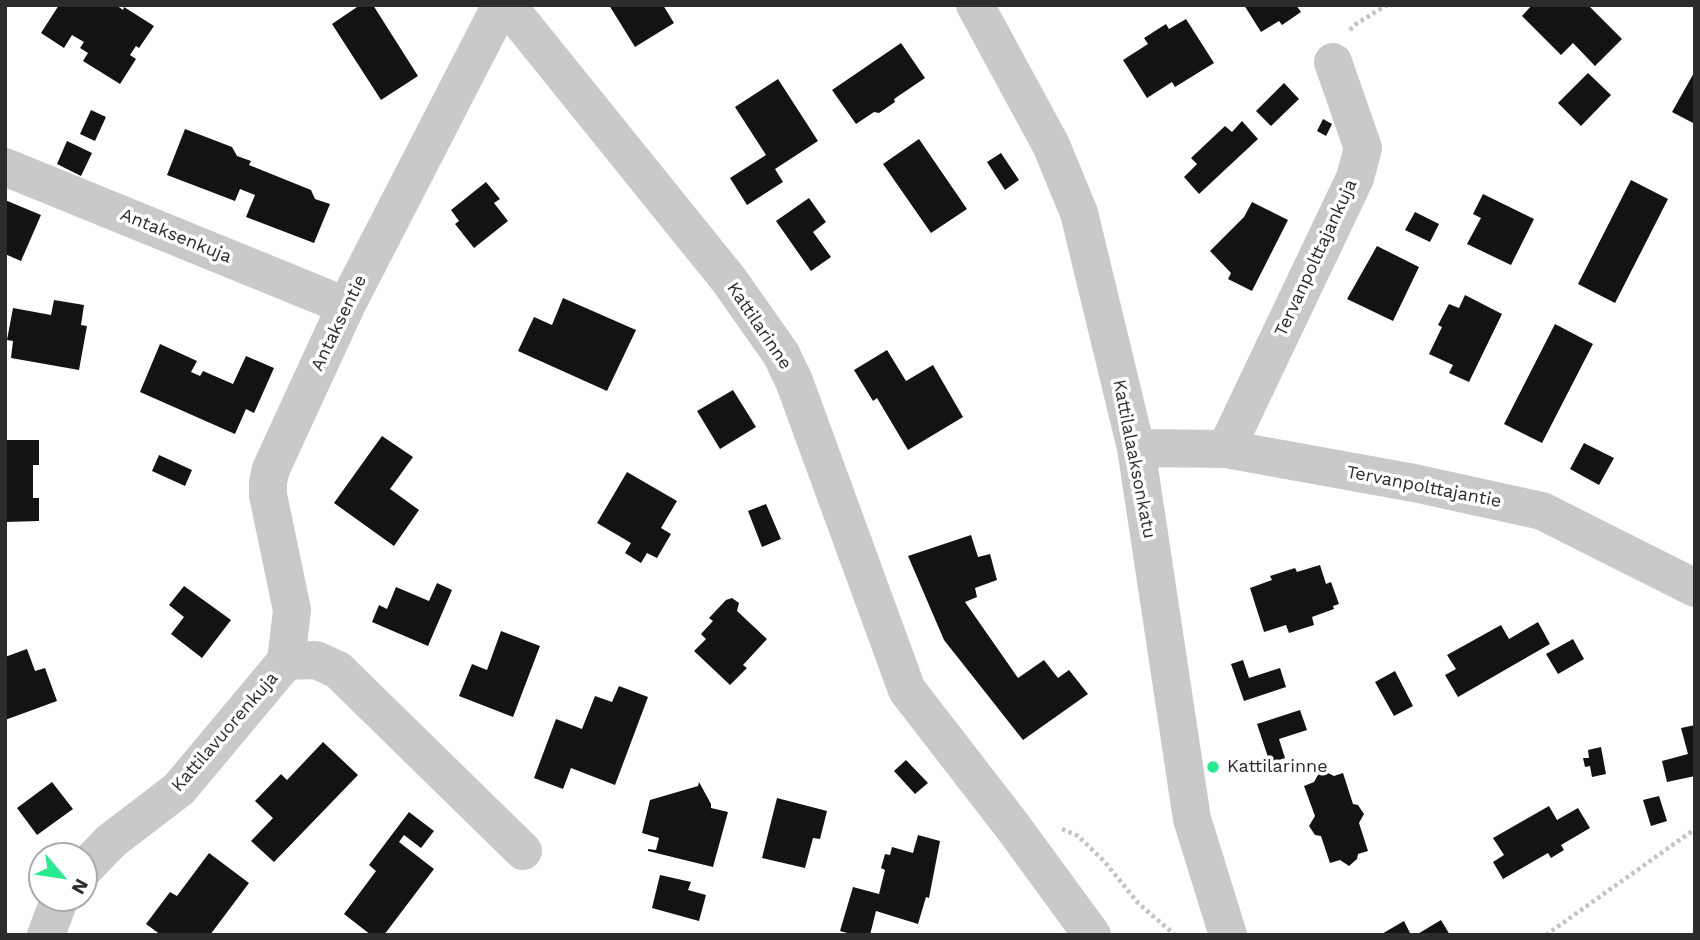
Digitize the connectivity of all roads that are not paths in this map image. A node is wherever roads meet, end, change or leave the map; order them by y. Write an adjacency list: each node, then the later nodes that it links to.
1 (501, 5): 6 (street, Antaksentie)
2 (507, 5): 15 (street, Kattilarinne)
3 (975, 5): 7 (street, Kattilalaaksonkatu)
4 (1333, 62): 8 (street, Tervanpolttajankuja)
5 (5, 167): 6 (street, Antaksenkuja)
6 (346, 306): 10 (street, Antaksentie)
7 (1136, 448): 8 (street, Tervanpolttajantie); 16 (street, Kattilalaaksonkatu)
8 (1226, 449): 9 (street, Tervanpolttajantie)
9 (1695, 588)
10 (286, 661): 11 (street, Kattilavuorenkuja); 12 (street, Kattilavuorenkuja)
11 (523, 851)
12 (98, 854)
13 (55, 912): 14 (street)
14 (46, 935)
15 (1092, 935)
16 (1228, 935)

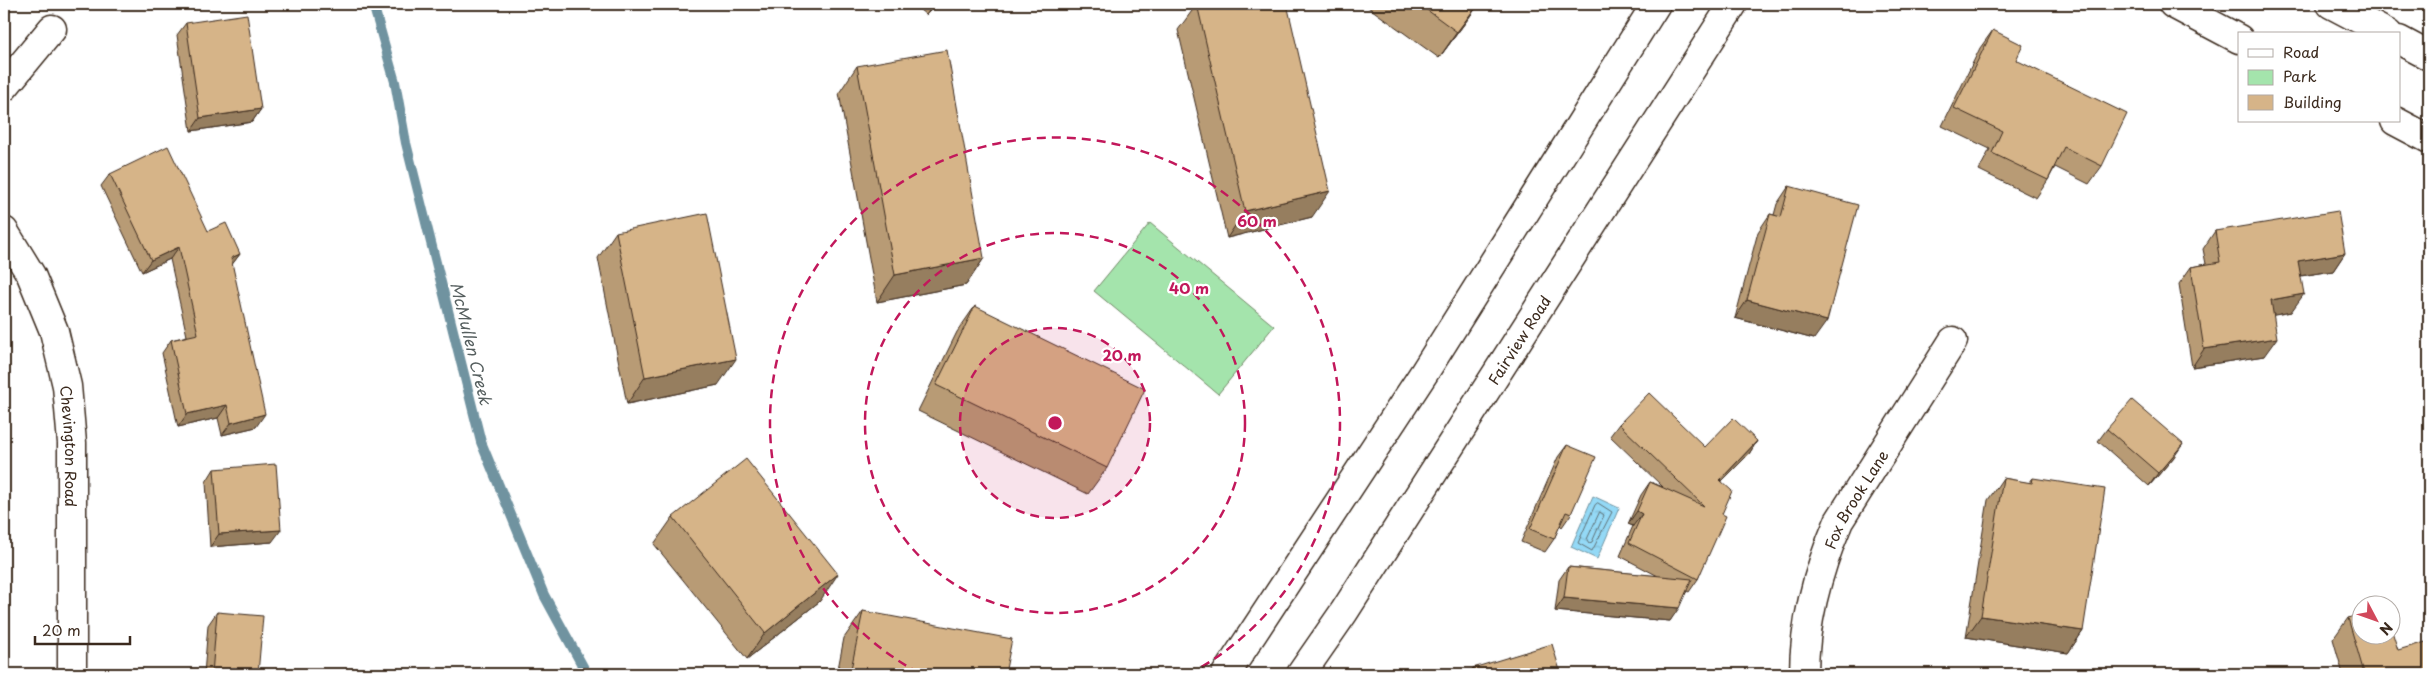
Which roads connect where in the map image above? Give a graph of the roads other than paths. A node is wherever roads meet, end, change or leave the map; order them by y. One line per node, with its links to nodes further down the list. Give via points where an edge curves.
1 (1656, 4): 16 (main road, via 1424,374)
2 (1733, 4): 17 (main road, Fairview Road, via 1344,612)
3 (2173, 4): 7 (main road)
4 (2332, 4): 6 (main road)
5 (52, 29): 10 (main road)
6 (2384, 32)
7 (2238, 38)
8 (2400, 41): 9 (main road)
9 (2429, 56)
10 (4, 87)
11 (2397, 122): 12 (main road)
12 (2429, 140)
13 (4, 231): 15 (main road, Chevington Road, via 31,275 41,299 54,331 67,386 72,443)
14 (1953, 341): 18 (main road, Fox Brook Lane, via 1840,521 1826,550 1810,605)
15 (72, 674)
16 (1226, 674)
17 (1301, 674)
18 (1804, 674)

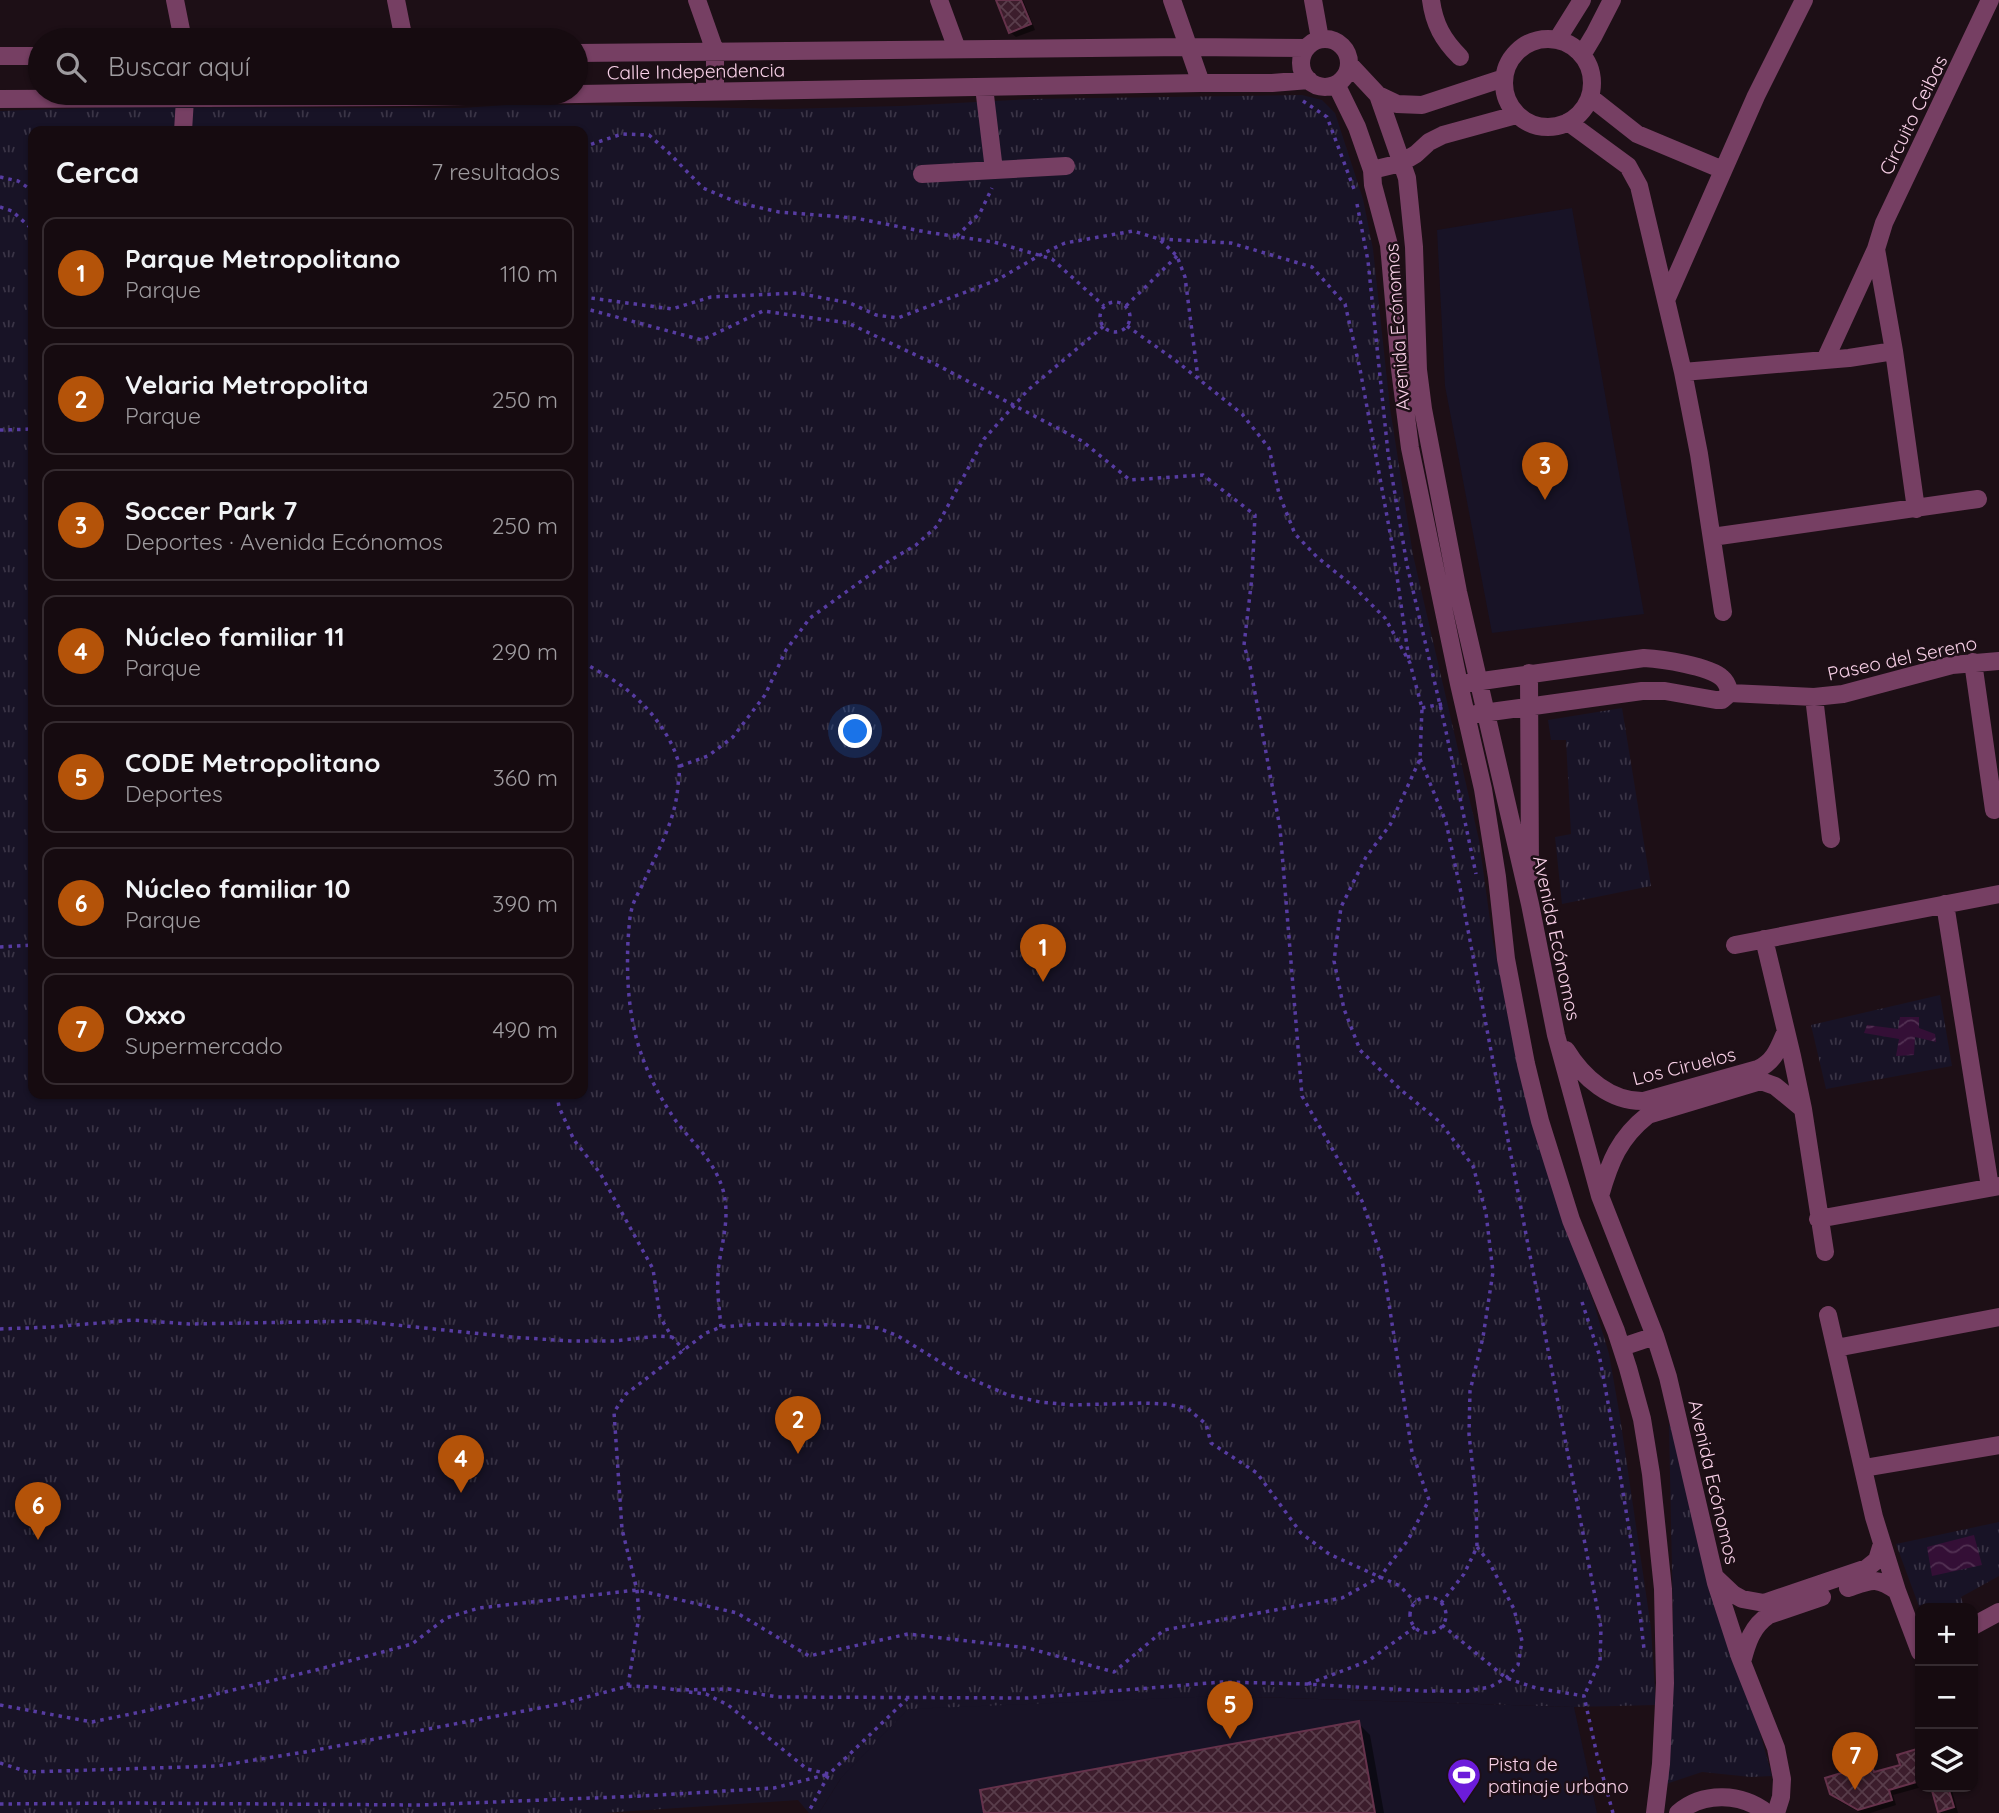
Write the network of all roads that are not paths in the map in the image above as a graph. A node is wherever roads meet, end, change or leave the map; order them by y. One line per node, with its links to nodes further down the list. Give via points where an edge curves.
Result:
**********
◆ **Aim of the exercise**
Only the text of the listing above should be copied, exactly and with pictures left out.

◆ **Exercise answer**
Digitize the connectivity of all roads that are not paths in this map image. A node is wherever roads meet, end, change or leave the map; order them by y. Write an adjacency list: each node, then the later nodes that it links to.
1 (501, 5): 6 (street, Antaksentie)
2 (507, 5): 15 (street, Kattilarinne)
3 (975, 5): 7 (street, Kattilalaaksonkatu)
4 (1333, 62): 8 (street, Tervanpolttajankuja)
5 (5, 167): 6 (street, Antaksenkuja)
6 (346, 306): 10 (street, Antaksentie)
7 (1136, 448): 8 (street, Tervanpolttajantie); 16 (street, Kattilalaaksonkatu)
8 (1226, 449): 9 (street, Tervanpolttajantie)
9 (1695, 588)
10 (286, 661): 11 (street, Kattilavuorenkuja); 12 (street, Kattilavuorenkuja)
11 (523, 851)
12 (98, 854)
13 (55, 912): 14 (street)
14 (46, 935)
15 (1092, 935)
16 (1228, 935)

Which roads connect where in the map image above? Give a graph of the roads other than paths. A node is wherever roads meet, end, change or leave the map; order them by y. One line per node, with its links to nodes further down the list. Give via points where an edge curves.
1 (1656, 4): 16 (main road, via 1424,374)
2 (1733, 4): 17 (main road, Fairview Road, via 1344,612)
3 (2173, 4): 7 (main road)
4 (2332, 4): 6 (main road)
5 (52, 29): 10 (main road)
6 (2384, 32)
7 (2238, 38)
8 (2400, 41): 9 (main road)
9 (2429, 56)
10 (4, 87)
11 (2397, 122): 12 (main road)
12 (2429, 140)
13 (4, 231): 15 (main road, Chevington Road, via 31,275 41,299 54,331 67,386 72,443)
14 (1953, 341): 18 (main road, Fox Brook Lane, via 1840,521 1826,550 1810,605)
15 (72, 674)
16 (1226, 674)
17 (1301, 674)
18 (1804, 674)

Write the network of all roads that are not paths in the map in the image above as a graph. A node is wherever roads meet, end, change or leave the map; order them by y. One line per node, with its links to nodes further down the list. Give via points where an edge curves.
Result:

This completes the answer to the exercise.